**Task details**.
An exact reprint of every record below is required, with the pictures left out.

Collected data entries:
== Segment start ==
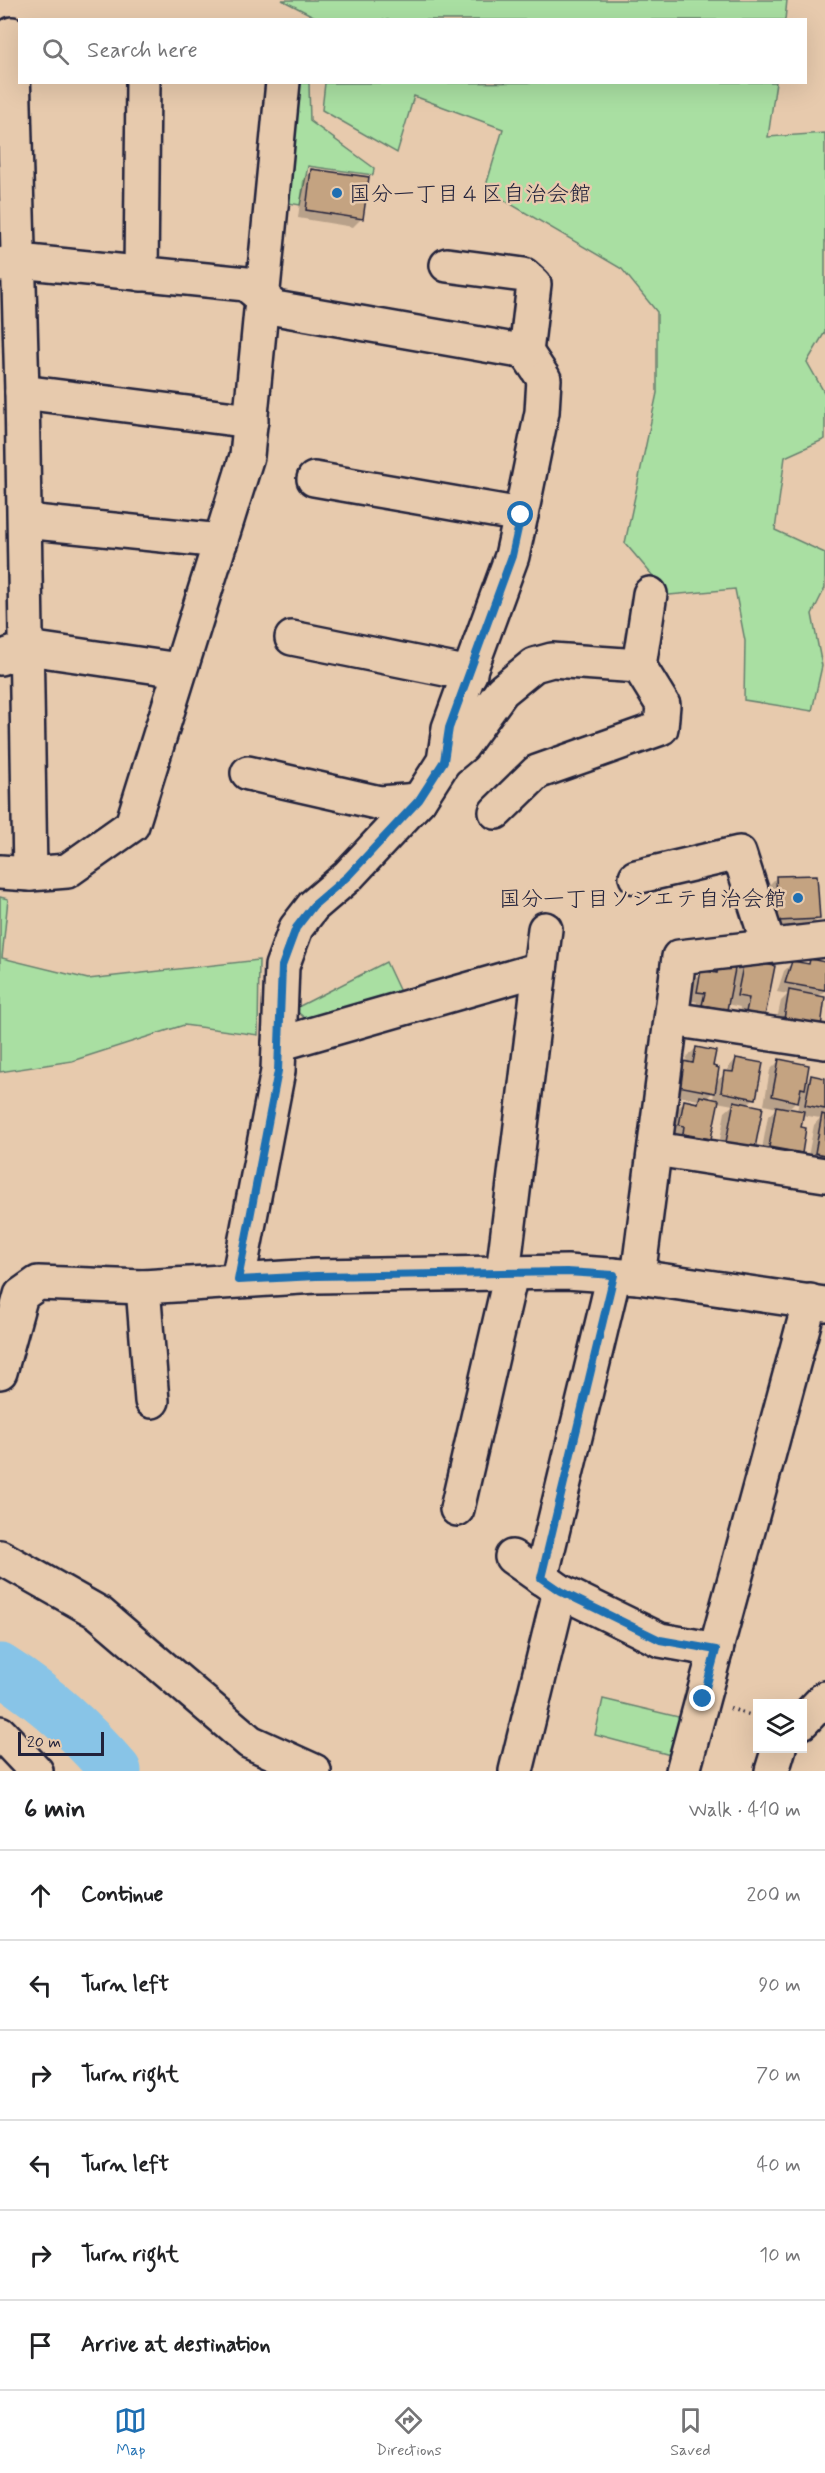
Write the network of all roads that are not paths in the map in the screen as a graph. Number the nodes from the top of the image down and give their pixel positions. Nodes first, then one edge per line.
1 (11, 34) edge
2 (142, 84) edge
3 (283, 84) edge
4 (10, 263) edge
5 (447, 265) dead end
6 (141, 274) junction
7 (264, 299) junction
8 (526, 352) junction
9 (22, 393) junction
10 (252, 421) junction
11 (314, 479) dead end
12 (521, 515) junction
13 (25, 521) junction
14 (221, 541) junction
15 (650, 594) dead end
16 (292, 638) dead end
17 (14, 653) edge
18 (639, 666) junction
19 (179, 670) junction
20 (470, 674) junction
21 (444, 761) junction
22 (248, 773) dead end
23 (419, 800) junction
24 (496, 812) dead end
25 (15, 873) edge
26 (636, 877) dead end
27 (545, 929) dead end
28 (825, 940) edge
29 (769, 946) junction
30 (540, 969) junction
31 (672, 1019) junction
32 (825, 1042) edge
33 (279, 1044) junction
34 (654, 1149) junction
35 (825, 1174) edge
36 (507, 1274) junction
37 (626, 1276) junction
38 (238, 1280) junction
39 (143, 1287) junction
40 (11, 1293) edge
41 (817, 1303) edge
42 (0, 1372) edge
43 (152, 1401) dead end
44 (457, 1509) dead end
45 (0, 1557) edge
46 (512, 1557) dead end
47 (550, 1585) junction
48 (716, 1650) junction
49 (0, 1733) edge
50 (778, 1753) edge
51 (36, 1771) edge
52 (314, 1771) edge
53 (516, 1771) edge
54 (683, 1771) edge
55 (772, 1771) edge

1 - 4 street
2 - 6 street
3 - 7 street
4 - 6 street
4 - 9 street
5 - 8 street
6 - 7 street
7 - 8 street
7 - 10 street
8 - 12 street
9 - 10 street
9 - 13 street
10 - 14 street
11 - 12 street
12 - 20 street
13 - 14 street
13 - 17 street
14 - 19 street
15 - 18 street
16 - 20 street
17 - 19 street
17 - 25 street
18 - 21 street
18 - 24 street
19 - 25 street
20 - 21 street
21 - 23 street
22 - 23 street
23 - 33 street
26 - 29 street
27 - 30 street
28 - 29 street
29 - 31 street
30 - 33 street
30 - 36 street
31 - 32 street
31 - 34 street
33 - 38 street
34 - 35 street
34 - 37 street
36 - 37 street
36 - 38 street
36 - 44 street
37 - 41 street
37 - 47 street
38 - 39 street
39 - 40 street
39 - 43 street
40 - 42 street
41 - 48 street
45 - 52 street
46 - 47 street
47 - 48 street
47 - 53 street
48 - 54 street
49 - 51 street
50 - 55 street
== Segment end ==
**Result of the exercise**.
Write the network of all roads that are not paths in the map in the screen as a graph. Number the nodes from the top of the image down and give their pixel positions. Nodes first, then one edge per line.
1 (11, 34) edge
2 (142, 84) edge
3 (283, 84) edge
4 (10, 263) edge
5 (447, 265) dead end
6 (141, 274) junction
7 (264, 299) junction
8 (526, 352) junction
9 (22, 393) junction
10 (252, 421) junction
11 (314, 479) dead end
12 (521, 515) junction
13 (25, 521) junction
14 (221, 541) junction
15 (650, 594) dead end
16 (292, 638) dead end
17 (14, 653) edge
18 (639, 666) junction
19 (179, 670) junction
20 (470, 674) junction
21 (444, 761) junction
22 (248, 773) dead end
23 (419, 800) junction
24 (496, 812) dead end
25 (15, 873) edge
26 (636, 877) dead end
27 (545, 929) dead end
28 (825, 940) edge
29 (769, 946) junction
30 (540, 969) junction
31 (672, 1019) junction
32 (825, 1042) edge
33 (279, 1044) junction
34 (654, 1149) junction
35 (825, 1174) edge
36 (507, 1274) junction
37 (626, 1276) junction
38 (238, 1280) junction
39 (143, 1287) junction
40 (11, 1293) edge
41 (817, 1303) edge
42 (0, 1372) edge
43 (152, 1401) dead end
44 (457, 1509) dead end
45 (0, 1557) edge
46 (512, 1557) dead end
47 (550, 1585) junction
48 (716, 1650) junction
49 (0, 1733) edge
50 (778, 1753) edge
51 (36, 1771) edge
52 (314, 1771) edge
53 (516, 1771) edge
54 (683, 1771) edge
55 (772, 1771) edge

1 - 4 street
2 - 6 street
3 - 7 street
4 - 6 street
4 - 9 street
5 - 8 street
6 - 7 street
7 - 8 street
7 - 10 street
8 - 12 street
9 - 10 street
9 - 13 street
10 - 14 street
11 - 12 street
12 - 20 street
13 - 14 street
13 - 17 street
14 - 19 street
15 - 18 street
16 - 20 street
17 - 19 street
17 - 25 street
18 - 21 street
18 - 24 street
19 - 25 street
20 - 21 street
21 - 23 street
22 - 23 street
23 - 33 street
26 - 29 street
27 - 30 street
28 - 29 street
29 - 31 street
30 - 33 street
30 - 36 street
31 - 32 street
31 - 34 street
33 - 38 street
34 - 35 street
34 - 37 street
36 - 37 street
36 - 38 street
36 - 44 street
37 - 41 street
37 - 47 street
38 - 39 street
39 - 40 street
39 - 43 street
40 - 42 street
41 - 48 street
45 - 52 street
46 - 47 street
47 - 48 street
47 - 53 street
48 - 54 street
49 - 51 street
50 - 55 street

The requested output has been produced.